§ **Stored data entries**:
<<<<

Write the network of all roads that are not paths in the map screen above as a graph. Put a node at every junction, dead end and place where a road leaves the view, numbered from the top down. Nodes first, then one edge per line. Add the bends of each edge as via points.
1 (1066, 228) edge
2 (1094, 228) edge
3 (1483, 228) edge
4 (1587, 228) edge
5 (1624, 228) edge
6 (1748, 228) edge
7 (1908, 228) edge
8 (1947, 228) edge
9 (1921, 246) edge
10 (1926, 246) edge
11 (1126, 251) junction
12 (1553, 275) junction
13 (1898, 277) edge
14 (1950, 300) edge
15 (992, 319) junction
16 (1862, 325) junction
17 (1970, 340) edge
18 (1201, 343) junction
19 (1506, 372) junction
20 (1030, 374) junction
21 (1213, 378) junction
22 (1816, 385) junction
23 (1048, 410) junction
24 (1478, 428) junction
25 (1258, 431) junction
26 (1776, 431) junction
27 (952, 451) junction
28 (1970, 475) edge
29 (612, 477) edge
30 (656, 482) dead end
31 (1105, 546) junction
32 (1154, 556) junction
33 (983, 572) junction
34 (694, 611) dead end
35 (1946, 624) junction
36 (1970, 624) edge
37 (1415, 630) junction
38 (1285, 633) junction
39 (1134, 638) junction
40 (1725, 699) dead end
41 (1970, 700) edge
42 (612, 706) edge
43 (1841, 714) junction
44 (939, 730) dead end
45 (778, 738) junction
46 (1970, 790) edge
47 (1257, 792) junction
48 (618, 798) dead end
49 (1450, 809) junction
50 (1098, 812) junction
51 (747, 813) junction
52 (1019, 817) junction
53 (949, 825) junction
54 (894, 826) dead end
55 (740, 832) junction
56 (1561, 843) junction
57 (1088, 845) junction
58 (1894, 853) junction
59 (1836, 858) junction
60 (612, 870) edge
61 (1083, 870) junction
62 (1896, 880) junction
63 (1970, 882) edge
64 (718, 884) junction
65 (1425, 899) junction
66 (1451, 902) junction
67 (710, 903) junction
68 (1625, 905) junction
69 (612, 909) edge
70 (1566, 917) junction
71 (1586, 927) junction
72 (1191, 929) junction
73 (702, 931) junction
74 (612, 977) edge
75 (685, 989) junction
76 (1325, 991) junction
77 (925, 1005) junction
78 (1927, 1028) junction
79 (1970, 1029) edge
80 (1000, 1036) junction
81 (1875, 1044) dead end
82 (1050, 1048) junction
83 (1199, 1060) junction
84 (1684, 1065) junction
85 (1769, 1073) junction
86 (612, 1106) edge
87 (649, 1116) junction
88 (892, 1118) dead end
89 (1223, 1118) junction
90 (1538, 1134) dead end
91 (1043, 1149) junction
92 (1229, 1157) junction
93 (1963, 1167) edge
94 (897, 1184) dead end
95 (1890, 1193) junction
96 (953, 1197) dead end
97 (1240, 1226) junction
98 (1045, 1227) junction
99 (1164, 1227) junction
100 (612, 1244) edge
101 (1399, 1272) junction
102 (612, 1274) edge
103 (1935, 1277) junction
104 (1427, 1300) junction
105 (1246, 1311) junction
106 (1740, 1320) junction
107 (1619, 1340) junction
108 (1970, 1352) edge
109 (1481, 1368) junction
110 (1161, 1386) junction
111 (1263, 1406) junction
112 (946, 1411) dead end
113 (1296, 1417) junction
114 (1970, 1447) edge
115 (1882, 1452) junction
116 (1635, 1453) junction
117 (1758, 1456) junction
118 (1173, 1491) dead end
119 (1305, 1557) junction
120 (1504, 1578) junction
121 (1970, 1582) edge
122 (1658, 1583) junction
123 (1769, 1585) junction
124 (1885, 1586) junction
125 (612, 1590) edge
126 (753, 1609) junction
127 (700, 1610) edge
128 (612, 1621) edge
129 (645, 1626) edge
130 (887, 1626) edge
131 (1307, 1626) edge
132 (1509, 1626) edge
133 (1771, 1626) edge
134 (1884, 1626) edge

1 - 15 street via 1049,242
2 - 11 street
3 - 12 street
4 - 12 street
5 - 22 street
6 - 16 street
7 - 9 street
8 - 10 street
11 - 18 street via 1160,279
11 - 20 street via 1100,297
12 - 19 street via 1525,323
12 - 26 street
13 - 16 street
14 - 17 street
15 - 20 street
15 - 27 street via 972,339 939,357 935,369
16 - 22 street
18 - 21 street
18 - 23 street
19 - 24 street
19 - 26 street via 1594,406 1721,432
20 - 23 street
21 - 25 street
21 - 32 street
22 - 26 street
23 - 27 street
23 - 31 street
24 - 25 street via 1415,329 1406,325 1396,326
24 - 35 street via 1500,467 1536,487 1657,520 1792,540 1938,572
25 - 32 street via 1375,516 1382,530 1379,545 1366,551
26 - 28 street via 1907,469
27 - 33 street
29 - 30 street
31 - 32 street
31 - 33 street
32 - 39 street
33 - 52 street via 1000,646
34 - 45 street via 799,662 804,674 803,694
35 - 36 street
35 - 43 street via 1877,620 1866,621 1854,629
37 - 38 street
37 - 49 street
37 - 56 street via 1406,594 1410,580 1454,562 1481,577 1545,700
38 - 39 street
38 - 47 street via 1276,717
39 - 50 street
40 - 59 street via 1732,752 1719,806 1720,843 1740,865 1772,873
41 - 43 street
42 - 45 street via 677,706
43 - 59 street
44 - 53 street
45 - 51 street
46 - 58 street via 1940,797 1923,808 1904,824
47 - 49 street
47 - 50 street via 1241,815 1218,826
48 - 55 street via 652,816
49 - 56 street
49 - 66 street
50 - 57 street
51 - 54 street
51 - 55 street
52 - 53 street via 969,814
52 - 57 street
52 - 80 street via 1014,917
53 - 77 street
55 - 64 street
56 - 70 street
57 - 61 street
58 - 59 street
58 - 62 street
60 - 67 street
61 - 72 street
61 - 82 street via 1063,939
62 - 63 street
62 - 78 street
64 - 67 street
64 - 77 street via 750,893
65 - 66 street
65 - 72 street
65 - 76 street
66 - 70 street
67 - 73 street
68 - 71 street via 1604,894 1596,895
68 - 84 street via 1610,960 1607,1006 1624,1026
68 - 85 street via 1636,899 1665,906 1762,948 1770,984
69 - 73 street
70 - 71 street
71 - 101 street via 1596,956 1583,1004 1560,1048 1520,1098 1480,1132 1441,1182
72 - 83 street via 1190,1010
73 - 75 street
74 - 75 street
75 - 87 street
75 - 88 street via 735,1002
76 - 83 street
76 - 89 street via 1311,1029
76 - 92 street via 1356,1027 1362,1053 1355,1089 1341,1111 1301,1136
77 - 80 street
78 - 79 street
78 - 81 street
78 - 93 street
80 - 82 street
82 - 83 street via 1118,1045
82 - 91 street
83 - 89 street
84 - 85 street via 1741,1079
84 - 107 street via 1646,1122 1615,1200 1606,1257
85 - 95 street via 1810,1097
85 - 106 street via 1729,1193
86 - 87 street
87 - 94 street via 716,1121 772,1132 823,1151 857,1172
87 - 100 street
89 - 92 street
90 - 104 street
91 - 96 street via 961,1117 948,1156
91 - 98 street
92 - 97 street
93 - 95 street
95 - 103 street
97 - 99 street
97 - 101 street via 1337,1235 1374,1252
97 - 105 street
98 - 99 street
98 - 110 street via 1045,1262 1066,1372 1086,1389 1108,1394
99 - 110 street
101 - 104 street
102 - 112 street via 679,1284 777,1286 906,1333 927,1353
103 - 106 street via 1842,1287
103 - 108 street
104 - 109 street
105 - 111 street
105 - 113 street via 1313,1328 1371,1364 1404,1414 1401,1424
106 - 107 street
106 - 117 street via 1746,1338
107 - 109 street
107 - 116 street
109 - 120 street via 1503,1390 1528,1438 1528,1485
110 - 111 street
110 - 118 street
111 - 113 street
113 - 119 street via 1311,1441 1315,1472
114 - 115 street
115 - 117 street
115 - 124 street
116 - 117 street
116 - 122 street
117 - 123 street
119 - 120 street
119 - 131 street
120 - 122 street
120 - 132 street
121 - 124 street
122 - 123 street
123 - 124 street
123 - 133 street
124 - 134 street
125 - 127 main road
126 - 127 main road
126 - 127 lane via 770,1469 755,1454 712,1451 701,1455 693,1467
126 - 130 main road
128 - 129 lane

>>>>

§ **Problem to solve**: In the records, locate each line holding the string "lane" and copy it.

§ **Answer to this task**:
126 - 127 lane via 770,1469 755,1454 712,1451 701,1455 693,1467
128 - 129 lane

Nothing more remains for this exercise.